NĪRANGDĪN CEREMONY

 

NĪRANGDĪN CEREMONY, a Zoroastrian ritual to consecrate gōmēz, or bull’s urine; the consecrated liquid is known as nīrang or nīrangdīn. The ceremony is briefly discussed or referred to in the Pahlavi Vendidād (9.32, 19. 21-2), the Epistles of Manušcihr (I.7.15.18; II.3.12), and most comprehensively in a hitherto unpublished Pahlavi Text entitled Nērang Nērangdēn Yaštan az Nibištag Ērān (Kotwal, forthcoming). In essence, modern Parsi practice corresponds to that described in the Pahlavi sources. The Nērang Nērangdēn contains comments on the ceremony by Abarag and Mēdyōmāh, well-known commentators who most probably lived in the late Sasanian period (Macuch 1993: 9-10), and provides a terminus ante quem for the origin of the rite in its present form.

The ceremony is conducted by two priests who must have undergone the purificatory Barashnum ceremony following a period of abstinence and contemplation lasting nine days and nights.In order to acquire maximum ritual purity (khūb), each priest celebrates a Yasna with its ritual (Yasna of Mīnō Nāwar) in turn on the 11th and 12th day. Then, from the 13th through the 17th day the priests take turns performing the Yasna as zōt (chief officiating priest) and rāspī (assistant priest). After completing the final Yasna, each performs a Bāj ceremony, consecrating a ‘sacred cake’ (drōn, darūn), and finally making a ritual tasting (chāshni) from each other’s drōn .Thus the two priests become equal in ritual efficacy (ham-kalām).
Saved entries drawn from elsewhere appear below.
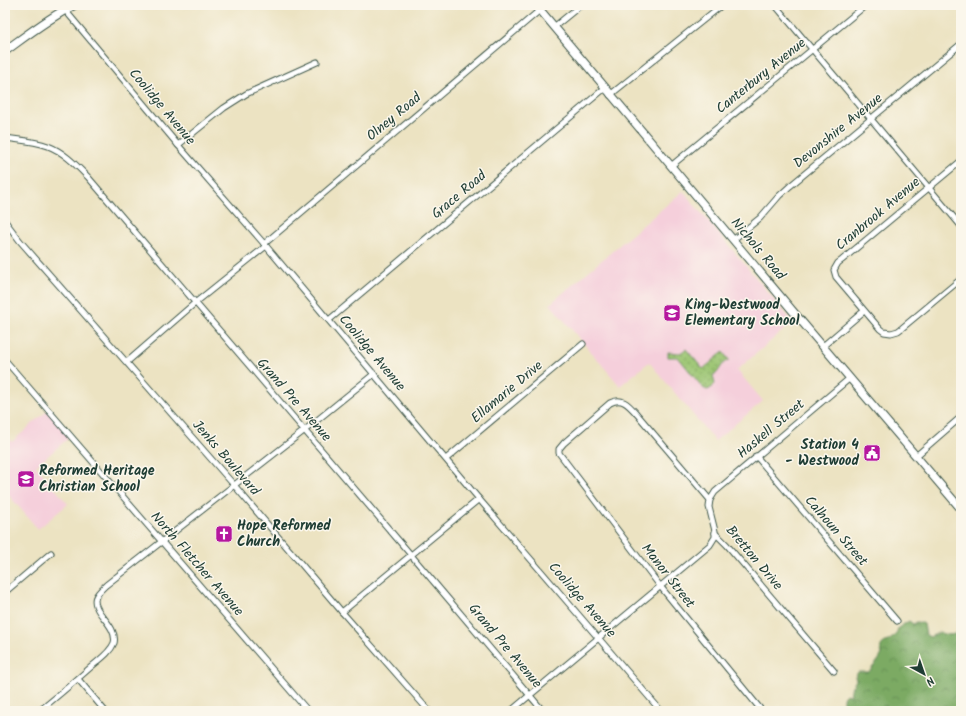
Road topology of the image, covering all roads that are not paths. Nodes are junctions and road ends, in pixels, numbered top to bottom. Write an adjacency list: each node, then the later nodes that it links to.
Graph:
1 (74, 5): 7 (main road)
2 (581, 5): 8 (street)
3 (722, 5): 14 (street)
4 (774, 5): 10 (street)
5 (866, 5): 10 (street, Canterbury Avenue)
6 (538, 7): 8 (street, Nichols Road); 24 (street, Olney Road)
7 (65, 10): 11 (main road); 17 (street, Coolidge Avenue)
8 (554, 27): 13 (street, Nichols Road)
9 (961, 44): 15 (street, Devonshire Avenue)
10 (812, 49): 15 (street); 19 (street, Canterbury Avenue)
11 (5, 51)
12 (317, 62): 17 (street)
13 (605, 88): 14 (street, Nichols Road); 28 (street, Grace Road)
14 (610, 95): 19 (street, Nichols Road)
15 (871, 120): 20 (street); 23 (street, Devonshire Avenue)
16 (5, 138): 26 (street, Grand Pre Avenue)
17 (178, 145): 24 (street, Coolidge Avenue)
18 (961, 161): 20 (street, Cranbrook Avenue)
19 (671, 166): 23 (street, Nichols Road)
20 (928, 188): 22 (street); 27 (street, Cranbrook Avenue)
21 (5, 221): 32 (street, Jenks Boulevard)
22 (961, 226)
23 (733, 240): 30 (street, Nichols Road)
24 (265, 245): 26 (street, Olney Road); 28 (street, Coolidge Avenue)
25 (961, 279): 27 (street)
26 (195, 303): 32 (street, Olney Road); 36 (street, Grand Pre Avenue)
27 (864, 312): 30 (street)
28 (329, 320): 33 (street, Coolidge Avenue)
29 (583, 344): 39 (street, Ellamarie Drive)
30 (823, 346): 34 (street, Nichols Road)
31 (5, 360): 45 (street, North Fletcher Avenue)
32 (127, 362): 40 (street, Jenks Boulevard)
33 (374, 374): 36 (street); 39 (street, Coolidge Avenue)
34 (850, 378): 37 (street, Haskell Street); 38 (street, Nichols Road)
35 (961, 417): 38 (street)
36 (305, 430): 40 (street); 47 (street, Grand Pre Avenue)
37 (756, 456): 42 (street, Haskell Street); 51 (street, Calhoun Street)
38 (916, 456): 43 (street, Nichols Road)
39 (446, 459): 41 (street, Coolidge Avenue)
40 (234, 485): 45 (street); 50 (street, Jenks Boulevard)
41 (479, 499): 47 (street); 52 (street, Coolidge Avenue)
42 (710, 500): 44 (street, Bretton Drive); 48 (street, Manor Street)
43 (961, 509)
44 (715, 533): 48 (street); 53 (street, Bretton Drive)
45 (162, 541): 54 (street); 58 (street, North Fletcher Avenue)
46 (51, 554): 49 (street)
47 (411, 555): 50 (street); 55 (street, Grand Pre Avenue)
48 (660, 586): 52 (street); 63 (street, Manor Street)
49 (5, 592)
50 (342, 612): 59 (street, Jenks Boulevard)
51 (897, 621)
52 (599, 638): 55 (street); 62 (street, Coolidge Avenue)
53 (834, 671)
54 (78, 679): 56 (street); 57 (street)
55 (530, 695): 60 (street); 61 (street, Grand Pre Avenue)
56 (39, 711)
57 (105, 711)
58 (308, 711)
59 (429, 711)
60 (511, 711)
61 (543, 711)
62 (661, 711)
63 (762, 711)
For the ceremony proper, first the utensils for holding the urine and pure water are made ritually pure and the ‘sacred bull’ [called varasyō “that which supplies hair (Av. varəsa)” by the Parsis], a purely white uncastrated bull which has been consecrated, is brought into the building where the rite is performed, and some urine is collected from it. Then, the urine of unconsecrated, uncastrated bulls is added to augment the quantity. The priests then begin the preparatory paragnā ceremony in the Uzērin Gāh, i.e., in the afternoon. In the Ushahin Gāh, shortly after midnight, the Vendīdād ceremony is then performed with the dedication (shnūman) to Sraosha, and with appropriate ritual. The ritual lasts for some seven hours. The vessel containing the urine and another filled with pure water are placed between inside the ritual precinct (pāvī), between the fire and the low table on which the ritual utensils are places (ʿālatgāh). At the end of the ceremony the priests pour a libation (zōhr) into the well near the place where the ceremony took place, and go through the prescribed ritual for the morning watch (HāwanGāh). They then enter the ritual precinct again, and tie the lids of the two connected vessels containing the urine and water with a cotton thread. This formally completes the consecration. The priests perform the ritual handshake with each other, and then with the supervising high priest, and bottle with ceremonial precaution the consecrated nīrang and water.

 

Bibliography:

B.T. Anklesaria, Pahlavi Vendidad, Bombay, 1949.

B.N. Dhabhar, The Epistles of Manushchihar, Bombay, 1912.

F.M. Kotwal, “The Zoroastrian Nīrangdīn Ritual and an Old Pahlavi Text,” forthcoming.

M. Macuch, Rechtskasuistik und Gerichtspraxis zu Beginn des siebenten Jahrhunderts in Iran: die Rechtssammlung des Farroxmard i Warhrānān, Wiesbaden, 1993.

J.J. Modi, The Religious Ceremonies and Customs of the Parsees, Bombay, 1922.